• **Activity**
Go over the lines below, and when one contains the word "points", copy it.

• **Collected data entries**
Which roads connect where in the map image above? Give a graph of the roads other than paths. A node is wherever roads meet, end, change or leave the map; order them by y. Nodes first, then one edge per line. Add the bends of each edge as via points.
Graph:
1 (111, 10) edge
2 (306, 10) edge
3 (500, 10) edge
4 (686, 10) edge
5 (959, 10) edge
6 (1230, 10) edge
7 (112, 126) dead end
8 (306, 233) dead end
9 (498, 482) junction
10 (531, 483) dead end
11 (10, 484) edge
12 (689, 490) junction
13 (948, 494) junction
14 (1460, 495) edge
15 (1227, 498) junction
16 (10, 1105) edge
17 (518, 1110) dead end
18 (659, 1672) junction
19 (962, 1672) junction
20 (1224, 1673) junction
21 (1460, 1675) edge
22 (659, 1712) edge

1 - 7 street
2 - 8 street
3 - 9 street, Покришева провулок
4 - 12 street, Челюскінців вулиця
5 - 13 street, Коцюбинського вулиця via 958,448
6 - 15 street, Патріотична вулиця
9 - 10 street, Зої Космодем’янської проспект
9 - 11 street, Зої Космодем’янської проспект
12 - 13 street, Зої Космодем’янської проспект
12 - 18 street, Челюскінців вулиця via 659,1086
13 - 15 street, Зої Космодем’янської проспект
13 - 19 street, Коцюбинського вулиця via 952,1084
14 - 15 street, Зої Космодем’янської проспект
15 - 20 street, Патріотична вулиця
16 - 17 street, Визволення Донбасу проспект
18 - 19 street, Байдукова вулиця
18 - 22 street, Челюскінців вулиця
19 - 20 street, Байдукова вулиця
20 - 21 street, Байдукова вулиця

--

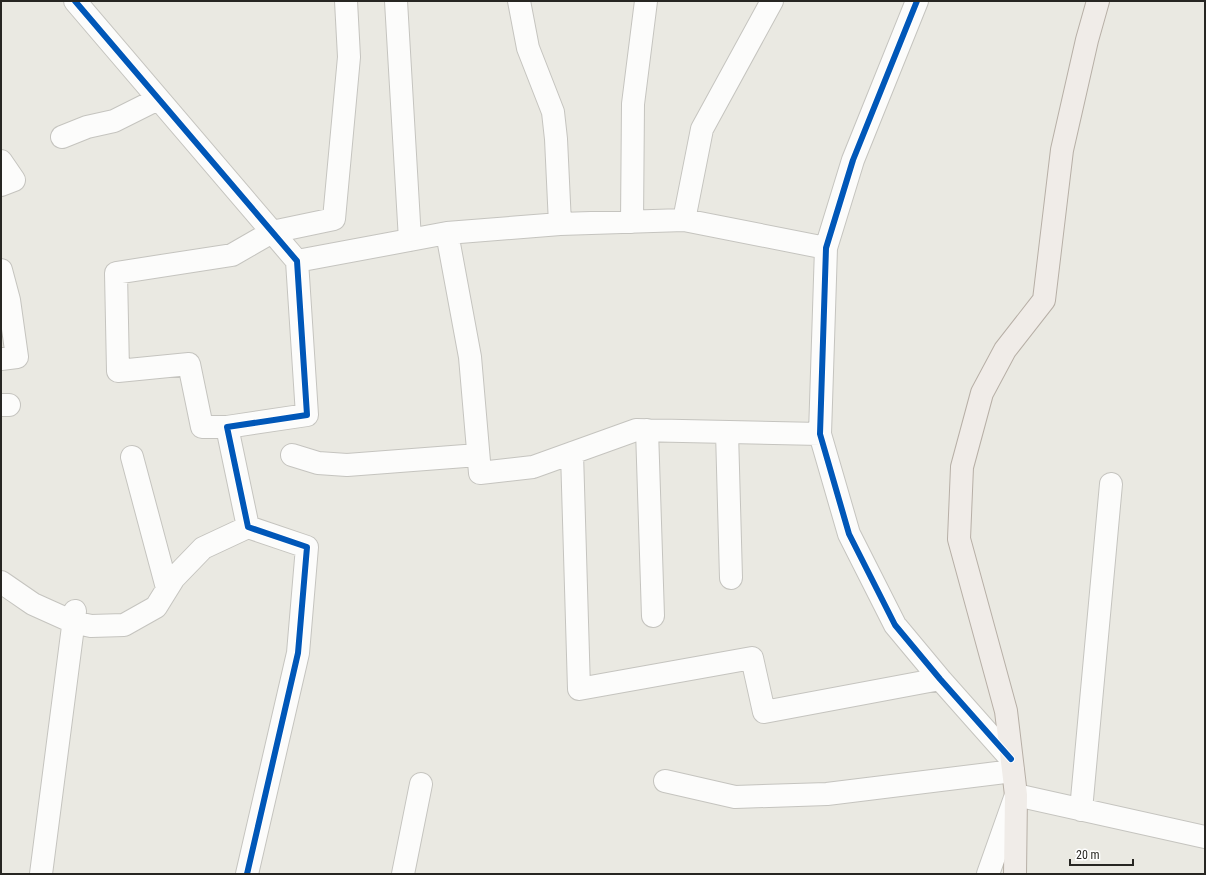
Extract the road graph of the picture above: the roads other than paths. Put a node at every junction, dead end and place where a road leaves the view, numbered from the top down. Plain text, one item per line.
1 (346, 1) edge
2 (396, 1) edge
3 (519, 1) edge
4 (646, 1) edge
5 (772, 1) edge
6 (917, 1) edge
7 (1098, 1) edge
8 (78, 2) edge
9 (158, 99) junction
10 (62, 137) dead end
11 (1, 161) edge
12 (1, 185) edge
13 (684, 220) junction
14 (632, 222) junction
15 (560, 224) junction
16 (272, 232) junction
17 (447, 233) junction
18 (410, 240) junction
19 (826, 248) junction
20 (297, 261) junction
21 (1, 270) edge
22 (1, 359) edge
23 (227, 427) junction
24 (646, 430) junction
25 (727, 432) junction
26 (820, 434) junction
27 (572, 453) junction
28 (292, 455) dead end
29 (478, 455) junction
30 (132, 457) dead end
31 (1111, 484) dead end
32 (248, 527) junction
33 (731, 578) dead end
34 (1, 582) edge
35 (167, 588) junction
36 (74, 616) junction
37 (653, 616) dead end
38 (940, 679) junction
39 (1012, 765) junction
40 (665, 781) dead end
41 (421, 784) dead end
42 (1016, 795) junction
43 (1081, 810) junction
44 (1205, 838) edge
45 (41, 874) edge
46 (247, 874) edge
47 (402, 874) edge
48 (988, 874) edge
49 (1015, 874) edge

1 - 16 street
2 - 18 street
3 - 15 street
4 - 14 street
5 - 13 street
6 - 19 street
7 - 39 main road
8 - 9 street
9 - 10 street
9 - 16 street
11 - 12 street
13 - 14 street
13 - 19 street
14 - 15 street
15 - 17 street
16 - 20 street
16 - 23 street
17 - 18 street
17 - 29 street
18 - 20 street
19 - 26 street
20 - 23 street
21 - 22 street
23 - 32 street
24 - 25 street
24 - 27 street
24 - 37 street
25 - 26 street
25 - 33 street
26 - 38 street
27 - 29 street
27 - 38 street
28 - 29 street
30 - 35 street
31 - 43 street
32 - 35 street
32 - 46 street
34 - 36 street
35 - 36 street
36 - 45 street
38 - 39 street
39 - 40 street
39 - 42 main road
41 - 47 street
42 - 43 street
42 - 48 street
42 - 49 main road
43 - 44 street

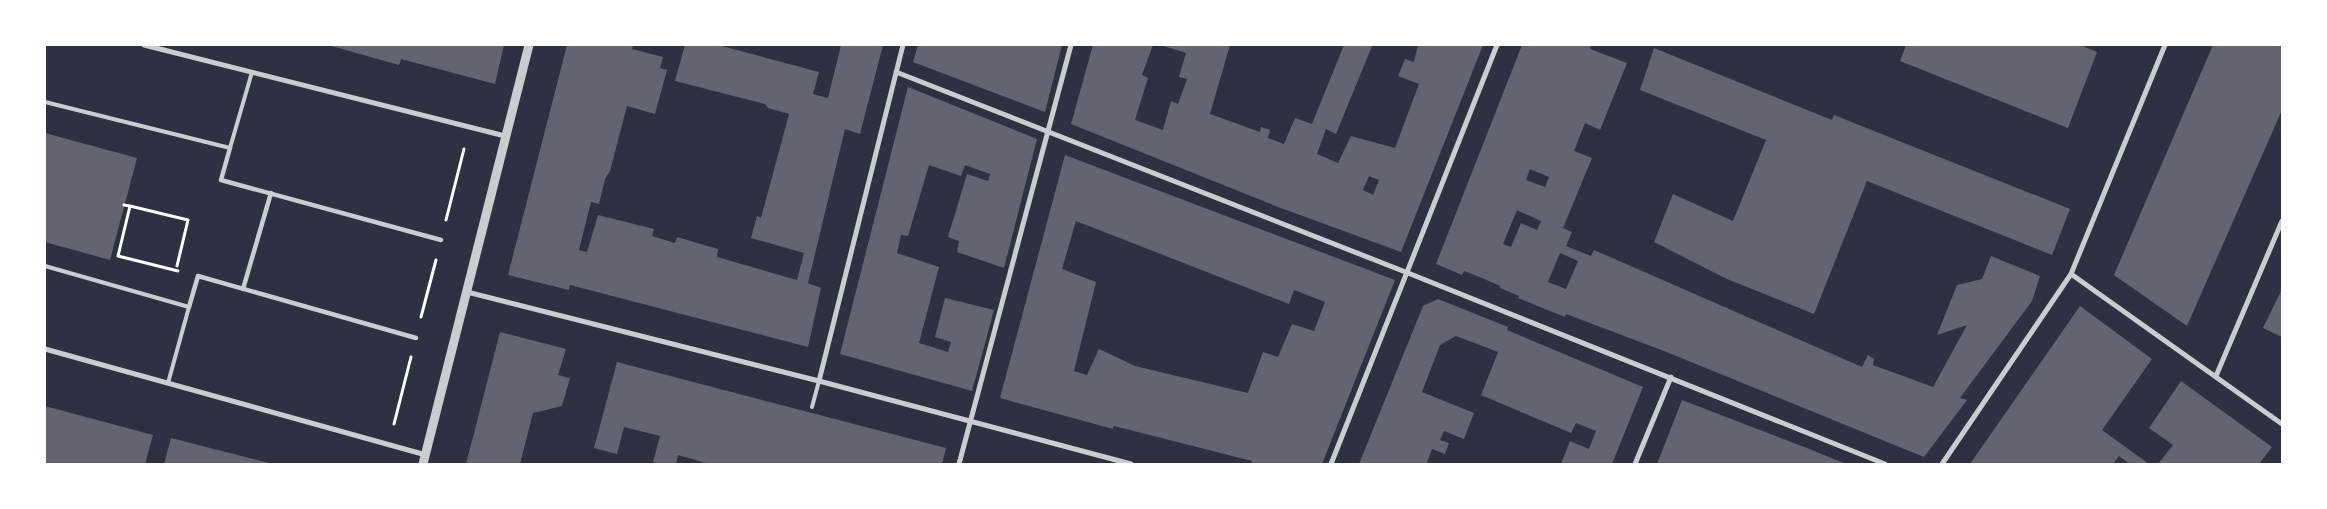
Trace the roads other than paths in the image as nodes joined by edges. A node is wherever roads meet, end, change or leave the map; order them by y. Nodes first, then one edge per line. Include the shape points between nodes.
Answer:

==

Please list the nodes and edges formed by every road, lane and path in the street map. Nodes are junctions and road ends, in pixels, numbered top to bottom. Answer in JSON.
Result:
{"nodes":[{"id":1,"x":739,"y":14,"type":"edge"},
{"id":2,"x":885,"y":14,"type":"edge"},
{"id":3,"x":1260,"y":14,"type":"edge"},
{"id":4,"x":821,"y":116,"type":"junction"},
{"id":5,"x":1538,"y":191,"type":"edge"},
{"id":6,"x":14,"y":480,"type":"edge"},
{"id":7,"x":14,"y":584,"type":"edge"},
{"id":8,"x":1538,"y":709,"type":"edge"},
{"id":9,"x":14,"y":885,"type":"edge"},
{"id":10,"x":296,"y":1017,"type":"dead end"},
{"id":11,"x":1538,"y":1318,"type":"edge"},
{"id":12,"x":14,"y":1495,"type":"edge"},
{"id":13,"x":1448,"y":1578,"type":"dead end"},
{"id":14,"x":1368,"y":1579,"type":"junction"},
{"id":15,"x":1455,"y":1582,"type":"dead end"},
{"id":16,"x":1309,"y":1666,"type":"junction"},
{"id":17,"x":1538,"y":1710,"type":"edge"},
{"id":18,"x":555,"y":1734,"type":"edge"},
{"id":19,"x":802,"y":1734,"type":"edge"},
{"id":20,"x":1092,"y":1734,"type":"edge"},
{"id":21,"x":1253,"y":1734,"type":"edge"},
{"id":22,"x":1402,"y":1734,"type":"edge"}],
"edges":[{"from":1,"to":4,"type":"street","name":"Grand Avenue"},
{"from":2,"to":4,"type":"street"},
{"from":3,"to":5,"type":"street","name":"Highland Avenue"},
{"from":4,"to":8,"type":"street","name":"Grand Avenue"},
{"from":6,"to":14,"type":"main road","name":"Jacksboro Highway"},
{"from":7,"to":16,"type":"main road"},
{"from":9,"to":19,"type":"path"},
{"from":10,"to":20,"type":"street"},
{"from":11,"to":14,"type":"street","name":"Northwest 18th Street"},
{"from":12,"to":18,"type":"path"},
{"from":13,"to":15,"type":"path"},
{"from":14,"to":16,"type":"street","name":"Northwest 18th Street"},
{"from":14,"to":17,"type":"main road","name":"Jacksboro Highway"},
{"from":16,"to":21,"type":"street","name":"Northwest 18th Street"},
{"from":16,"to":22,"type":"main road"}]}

• **Result below**
Which roads connect where in the map image above? Give a graph of the roads other than paths. A node is wherever roads meet, end, change or leave the map; order them by y. Nodes first, then one edge per line. Add the bends of each edge as via points.
Trace the roads other than paths in the image as nodes joined by edges. A node is wherever roads meet, end, change or leave the map; order them by y. Nodes first, then one edge per line. Include the shape points between nodes.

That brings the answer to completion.